*** Records for this exercise ***
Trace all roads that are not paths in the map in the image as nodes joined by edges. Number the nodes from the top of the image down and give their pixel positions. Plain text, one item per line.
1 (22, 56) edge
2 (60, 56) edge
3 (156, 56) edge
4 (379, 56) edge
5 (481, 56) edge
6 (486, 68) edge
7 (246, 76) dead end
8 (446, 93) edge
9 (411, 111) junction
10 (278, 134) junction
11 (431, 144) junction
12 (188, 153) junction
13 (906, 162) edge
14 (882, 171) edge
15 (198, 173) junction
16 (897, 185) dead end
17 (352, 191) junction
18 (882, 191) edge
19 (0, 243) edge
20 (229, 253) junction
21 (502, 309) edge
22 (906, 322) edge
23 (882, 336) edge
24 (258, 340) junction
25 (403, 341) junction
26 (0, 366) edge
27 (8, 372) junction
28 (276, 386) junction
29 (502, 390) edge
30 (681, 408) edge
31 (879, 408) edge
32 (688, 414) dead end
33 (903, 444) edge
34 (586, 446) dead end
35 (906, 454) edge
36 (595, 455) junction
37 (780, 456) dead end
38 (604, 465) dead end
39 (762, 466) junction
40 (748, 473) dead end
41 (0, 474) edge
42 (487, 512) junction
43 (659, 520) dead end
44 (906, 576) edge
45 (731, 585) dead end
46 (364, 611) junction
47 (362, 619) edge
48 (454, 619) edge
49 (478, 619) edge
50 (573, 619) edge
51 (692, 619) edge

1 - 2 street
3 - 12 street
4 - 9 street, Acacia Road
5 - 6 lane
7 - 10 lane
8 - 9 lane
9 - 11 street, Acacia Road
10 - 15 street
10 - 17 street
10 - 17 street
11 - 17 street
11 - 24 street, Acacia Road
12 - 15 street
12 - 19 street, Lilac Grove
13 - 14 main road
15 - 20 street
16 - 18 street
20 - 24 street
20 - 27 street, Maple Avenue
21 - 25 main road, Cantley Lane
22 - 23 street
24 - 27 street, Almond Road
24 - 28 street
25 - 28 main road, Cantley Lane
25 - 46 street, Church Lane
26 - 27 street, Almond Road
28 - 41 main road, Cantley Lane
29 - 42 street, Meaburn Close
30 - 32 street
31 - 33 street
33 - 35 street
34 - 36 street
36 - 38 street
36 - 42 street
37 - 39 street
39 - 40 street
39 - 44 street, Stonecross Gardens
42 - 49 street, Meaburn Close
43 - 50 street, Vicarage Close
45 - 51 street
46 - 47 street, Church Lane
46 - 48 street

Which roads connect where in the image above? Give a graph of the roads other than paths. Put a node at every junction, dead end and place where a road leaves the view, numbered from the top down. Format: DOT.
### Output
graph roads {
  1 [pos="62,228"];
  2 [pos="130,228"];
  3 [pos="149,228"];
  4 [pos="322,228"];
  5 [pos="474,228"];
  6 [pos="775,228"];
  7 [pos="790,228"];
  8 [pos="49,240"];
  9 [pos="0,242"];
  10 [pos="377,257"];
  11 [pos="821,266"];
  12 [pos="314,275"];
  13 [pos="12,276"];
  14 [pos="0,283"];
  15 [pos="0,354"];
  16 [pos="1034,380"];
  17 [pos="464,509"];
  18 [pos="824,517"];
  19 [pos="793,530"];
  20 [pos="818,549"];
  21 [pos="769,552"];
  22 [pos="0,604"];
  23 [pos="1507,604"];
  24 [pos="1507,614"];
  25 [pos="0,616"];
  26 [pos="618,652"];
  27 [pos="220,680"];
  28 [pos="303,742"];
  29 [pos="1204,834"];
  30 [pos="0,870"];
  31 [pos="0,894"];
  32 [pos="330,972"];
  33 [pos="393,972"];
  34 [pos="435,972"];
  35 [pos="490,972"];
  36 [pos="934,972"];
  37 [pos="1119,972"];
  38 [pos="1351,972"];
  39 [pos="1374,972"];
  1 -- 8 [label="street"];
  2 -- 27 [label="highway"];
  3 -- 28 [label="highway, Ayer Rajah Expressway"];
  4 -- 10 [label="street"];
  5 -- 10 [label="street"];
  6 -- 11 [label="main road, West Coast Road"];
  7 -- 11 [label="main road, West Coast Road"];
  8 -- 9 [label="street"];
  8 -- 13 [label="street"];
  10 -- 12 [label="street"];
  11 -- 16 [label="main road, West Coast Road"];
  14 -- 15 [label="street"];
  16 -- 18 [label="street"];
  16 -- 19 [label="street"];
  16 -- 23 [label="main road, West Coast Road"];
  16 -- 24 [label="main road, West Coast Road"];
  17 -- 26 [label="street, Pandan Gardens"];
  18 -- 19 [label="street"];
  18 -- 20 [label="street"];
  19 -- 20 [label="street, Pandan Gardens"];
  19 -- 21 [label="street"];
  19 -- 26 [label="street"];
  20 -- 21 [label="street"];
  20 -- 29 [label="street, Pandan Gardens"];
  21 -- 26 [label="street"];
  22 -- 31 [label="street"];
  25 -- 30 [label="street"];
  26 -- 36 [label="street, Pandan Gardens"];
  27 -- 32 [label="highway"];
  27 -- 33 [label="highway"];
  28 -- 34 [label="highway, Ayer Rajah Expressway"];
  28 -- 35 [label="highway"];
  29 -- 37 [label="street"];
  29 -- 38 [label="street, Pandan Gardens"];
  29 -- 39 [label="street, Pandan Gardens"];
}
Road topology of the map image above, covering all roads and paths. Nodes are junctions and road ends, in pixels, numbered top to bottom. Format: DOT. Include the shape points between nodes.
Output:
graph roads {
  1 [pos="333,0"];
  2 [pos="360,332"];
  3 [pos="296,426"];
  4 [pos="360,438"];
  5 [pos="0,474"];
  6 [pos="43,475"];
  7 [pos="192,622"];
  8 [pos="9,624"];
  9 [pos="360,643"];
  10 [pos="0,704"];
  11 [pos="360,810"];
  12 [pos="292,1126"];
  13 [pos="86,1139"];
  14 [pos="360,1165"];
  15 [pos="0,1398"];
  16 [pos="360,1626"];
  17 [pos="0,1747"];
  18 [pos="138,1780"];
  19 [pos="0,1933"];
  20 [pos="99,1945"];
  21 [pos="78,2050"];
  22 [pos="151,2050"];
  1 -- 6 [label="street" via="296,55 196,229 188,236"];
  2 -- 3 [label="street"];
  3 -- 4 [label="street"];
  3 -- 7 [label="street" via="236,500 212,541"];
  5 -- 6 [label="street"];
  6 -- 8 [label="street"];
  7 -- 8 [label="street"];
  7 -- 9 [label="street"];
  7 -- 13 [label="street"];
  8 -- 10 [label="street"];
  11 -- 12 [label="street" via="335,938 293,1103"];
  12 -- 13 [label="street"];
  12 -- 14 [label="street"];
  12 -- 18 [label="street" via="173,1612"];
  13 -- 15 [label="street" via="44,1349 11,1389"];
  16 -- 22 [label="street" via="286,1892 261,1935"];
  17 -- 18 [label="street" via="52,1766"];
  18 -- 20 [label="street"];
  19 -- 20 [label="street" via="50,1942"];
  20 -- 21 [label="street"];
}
*** End of Records for this exercise ***
_Problem requirements:_
In the entries above, find lines with "Cantley" and copy each.

_Response to this exercise:_
21 - 25 main road, Cantley Lane
25 - 28 main road, Cantley Lane
28 - 41 main road, Cantley Lane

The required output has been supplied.